O ministro Alexandre de Moraes, do Supremo Tribunal Federal, negou o pedido para que Jair Bolsonaro recebesse os filhos neste domingo (9), Dia dos Pais. Segundo a decisão, a solicitação perdeu o objeto porque uma determinação anterior, de 17 de julho, suspendeu as visitas por 30 dias, mantendo apenas atendimentos médicos e fisioterapêuticos, contatos com advogados e visitas classificadas como permanentes.

Os filhos do ex-presidente possuem autorização permanente para encontros, mas essa permissão vale somente às quartas-feiras e aos sábados, dentro de três faixas de horário previamente estabelecidas, com duas horas de duração cada. A restrição foi adotada depois de um episódio em que uma carta atribuída a Bolsonaro foi lida publicamente por um de seus filhos, em meio à proibição de divulgação de manifestações político-eleitorais por intermédio de terceiros.

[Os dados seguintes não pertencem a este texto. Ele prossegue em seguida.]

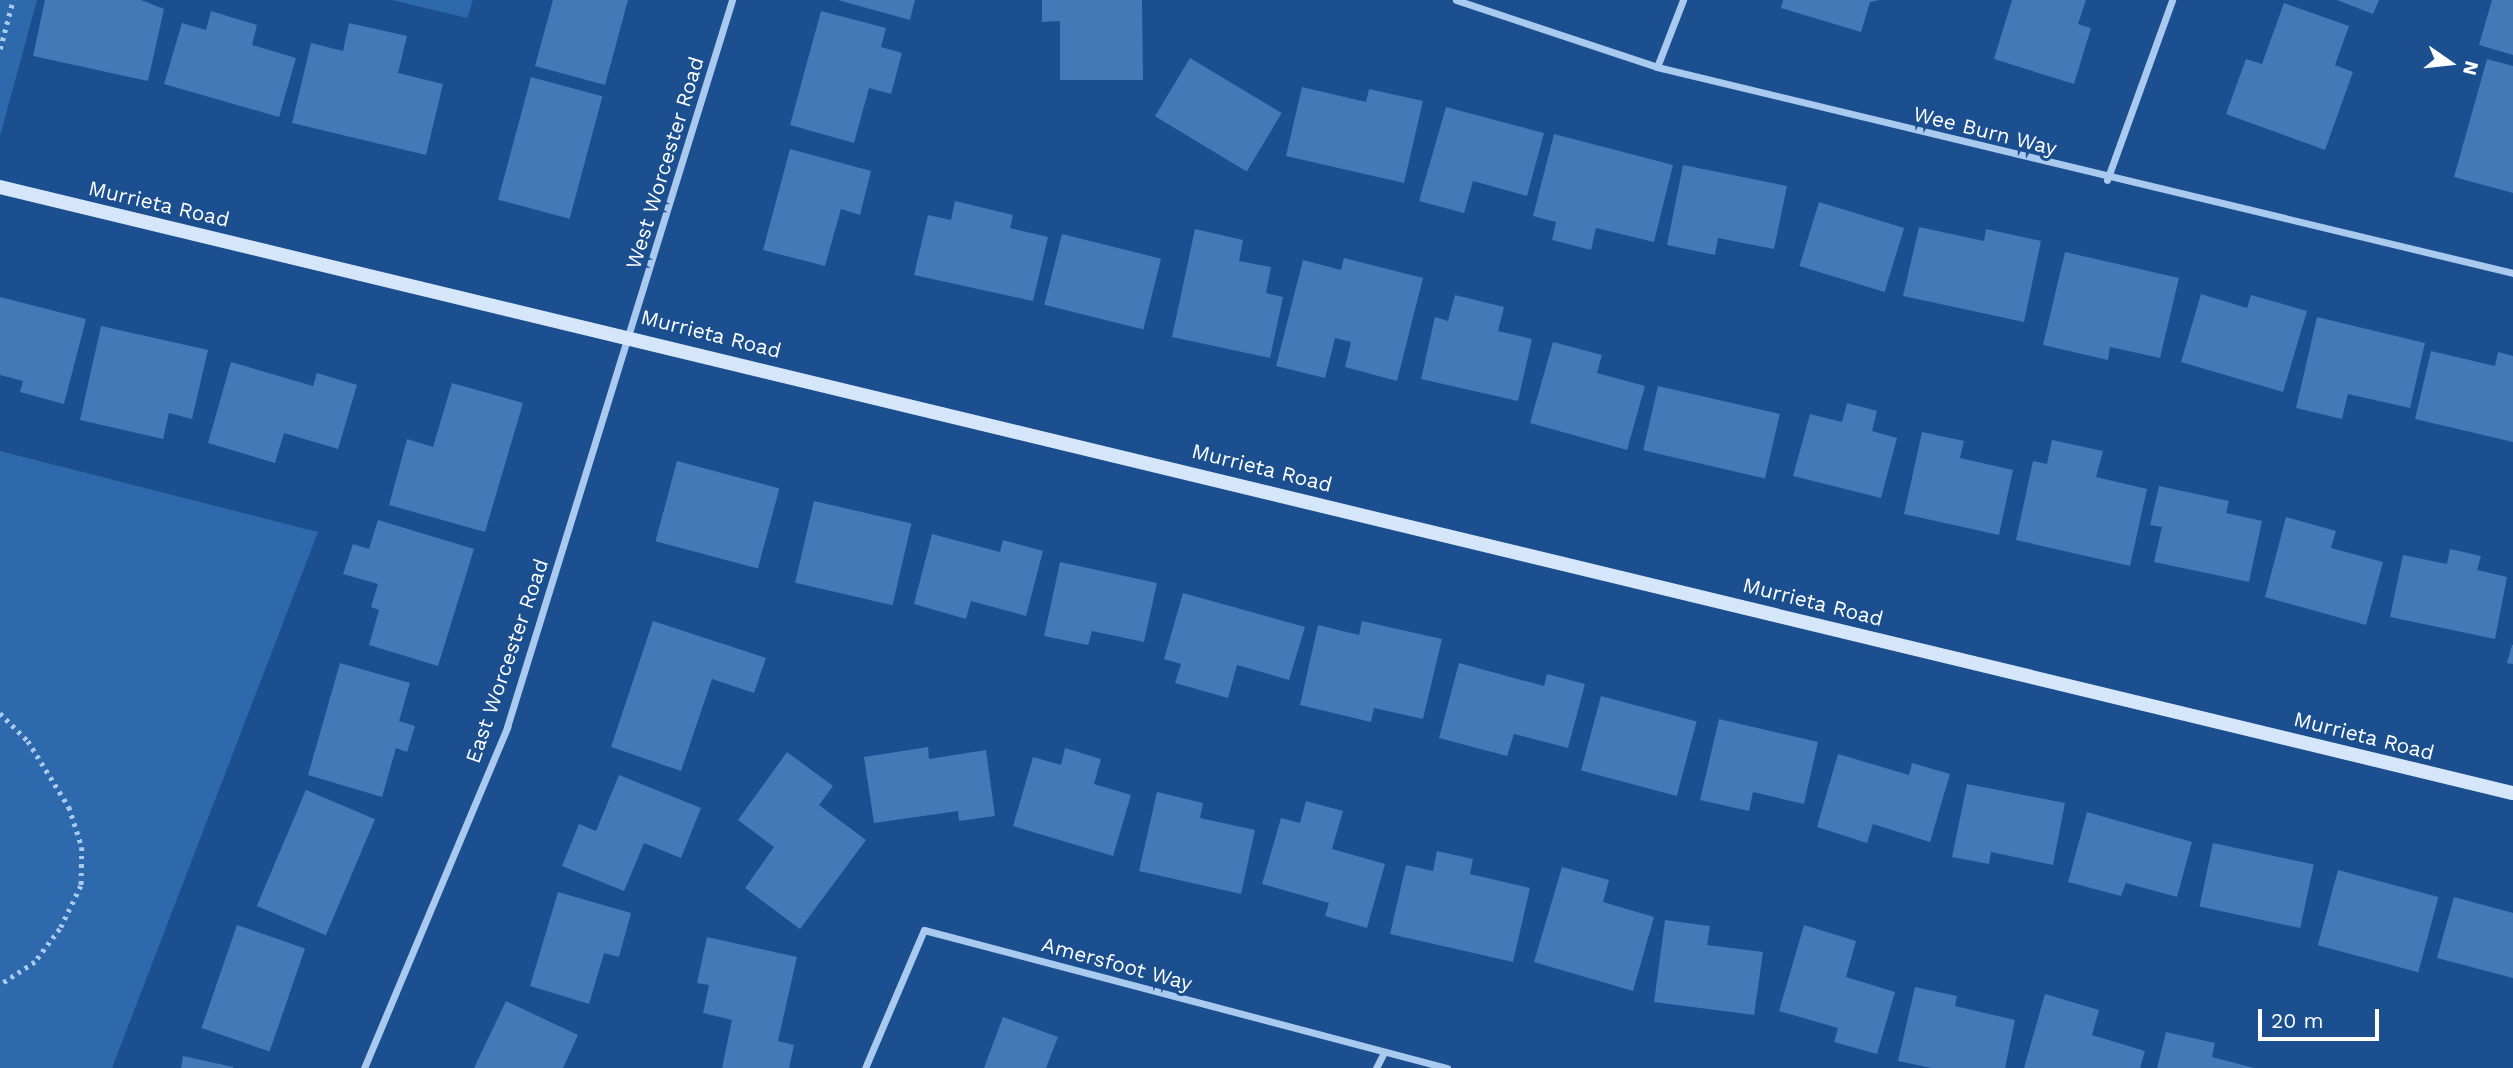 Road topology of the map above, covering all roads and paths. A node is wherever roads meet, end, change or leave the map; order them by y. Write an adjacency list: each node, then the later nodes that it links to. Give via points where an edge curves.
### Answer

Bolsonaro está novamente em prisão domiciliar desde março de 2026, após passar por períodos de custódia em instalações da Polícia Federal e da chamada Papudinha. Em julho, Moraes manteve a medida por prazo indeterminado e estabeleceu que eventual descumprimento das condições impostas poderá levar ao retorno ao regime fechado. O ex-presidente havia sido condenado pelo STF, em setembro de 2025, a 27 anos e três meses de prisão, e o processo transitou em julgado em novembro daquele ano.